The charged statement holds no official merit however. Both UAA Advancement and IT Services have denied knowledge of the email or where it came from. UAA Advancement’s Senior Electronic Media Specialist Jeffery Oliver has been speaking with Vlad since his office found out about the site ten days ago.

“We have contacted [Vlad] to ask them politely about removing the somewhat confusing branding that could make people believe it is a UAA website,” Oliver said. His biggest concern is that students will confuse the website as being officially sanctioned by the university.

Within the next few weeks, Oliver plans to send out an email to the UAA community making them aware of the site and warning them that UAA has no control over the content or possible solicitation.

As for punishment or criminal activity, “We don’t feel there’s anything malicious going on at this point so there’s really no action,” Oliver explained. “We’re not concerned about it at this point, except to let people know ‘Hey, it’s not UAA.’”

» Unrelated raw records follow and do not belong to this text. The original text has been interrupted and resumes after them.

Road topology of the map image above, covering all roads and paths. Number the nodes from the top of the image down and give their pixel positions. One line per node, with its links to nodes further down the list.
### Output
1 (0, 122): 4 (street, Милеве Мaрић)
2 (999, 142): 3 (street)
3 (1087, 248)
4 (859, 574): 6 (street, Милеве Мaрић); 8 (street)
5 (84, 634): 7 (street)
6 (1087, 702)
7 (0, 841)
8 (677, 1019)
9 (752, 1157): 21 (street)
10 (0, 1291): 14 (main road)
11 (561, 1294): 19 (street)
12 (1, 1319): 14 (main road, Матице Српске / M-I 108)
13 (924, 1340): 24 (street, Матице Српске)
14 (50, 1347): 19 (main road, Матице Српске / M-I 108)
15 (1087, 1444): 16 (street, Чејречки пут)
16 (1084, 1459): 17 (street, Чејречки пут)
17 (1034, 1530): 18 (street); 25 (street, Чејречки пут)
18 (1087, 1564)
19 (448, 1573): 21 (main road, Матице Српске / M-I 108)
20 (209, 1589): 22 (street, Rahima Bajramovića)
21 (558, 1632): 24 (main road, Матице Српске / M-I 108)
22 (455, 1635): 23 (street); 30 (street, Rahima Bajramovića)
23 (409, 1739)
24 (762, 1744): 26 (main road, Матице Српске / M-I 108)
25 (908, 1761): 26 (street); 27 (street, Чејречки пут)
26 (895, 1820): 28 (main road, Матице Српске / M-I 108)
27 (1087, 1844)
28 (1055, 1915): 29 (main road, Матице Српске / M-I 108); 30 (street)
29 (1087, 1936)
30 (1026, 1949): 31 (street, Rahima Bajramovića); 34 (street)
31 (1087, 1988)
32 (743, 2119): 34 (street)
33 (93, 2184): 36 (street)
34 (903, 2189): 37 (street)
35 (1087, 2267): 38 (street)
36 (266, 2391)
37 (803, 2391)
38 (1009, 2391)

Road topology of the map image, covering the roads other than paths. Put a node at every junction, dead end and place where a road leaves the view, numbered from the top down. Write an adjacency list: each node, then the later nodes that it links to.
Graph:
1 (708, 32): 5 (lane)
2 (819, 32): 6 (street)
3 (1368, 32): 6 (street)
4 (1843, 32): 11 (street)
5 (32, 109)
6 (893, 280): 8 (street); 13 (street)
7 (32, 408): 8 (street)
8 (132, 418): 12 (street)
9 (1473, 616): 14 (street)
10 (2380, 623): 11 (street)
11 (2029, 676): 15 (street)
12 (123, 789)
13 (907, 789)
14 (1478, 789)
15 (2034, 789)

Vlad is equally relaxed about the flare up. “Until I get a cease and desist letter, I’m good,” he said, shrugging.

Vlad originally received the idea from a similar website called eduHookup. A University of Chicago student originally created UChicago Hookups to combat the stereotype of UChicago being “where fun comes to die.”

Advertised on the website as a place for students to “find casual encounters and campus entertainment events,” the site quickly became popular for the phrase “chastity is curable if detected early,” and within weeks over 200 students had registered ads, the Huffington Post reports. UChicago Hookups evolved into eduHookup, extending Columbia, Yale, and Brown students the opportunity of a “no-strings attached” rendezvous.

Although the site is free for user discretion, Vlad is going to keep an eye on the personals section on his site.

“If it gets too vulgar or “creepy” I might police it a bit, but I don’t forsee that happening. I’d like to think that most college students wouldn’t cross the line that way, though I could be wrong.” Vlad is considering adding a function where users can flag comments or posts, but for now, he is content with the site.

“I’m not sure exactly what direction it’s going to go with,” he stated. A Computer Systems Engineer major, he is excited at the prospect of the experience, adding, “I’ve heard its interesting to operate a user-generated website.”

The site already shows advertisements of textbooks for sale, an “I Saw You..” about an almost encounter in chemistry class, and two personal ads of a man and woman looking for two different types of encounters.

For the meantime, Vlad is content with the site and not too concerned with the future.

“I didn’t go through a lot of trouble to hide myself,” admitted Vlad. “Worst comes to worst, I just take it down.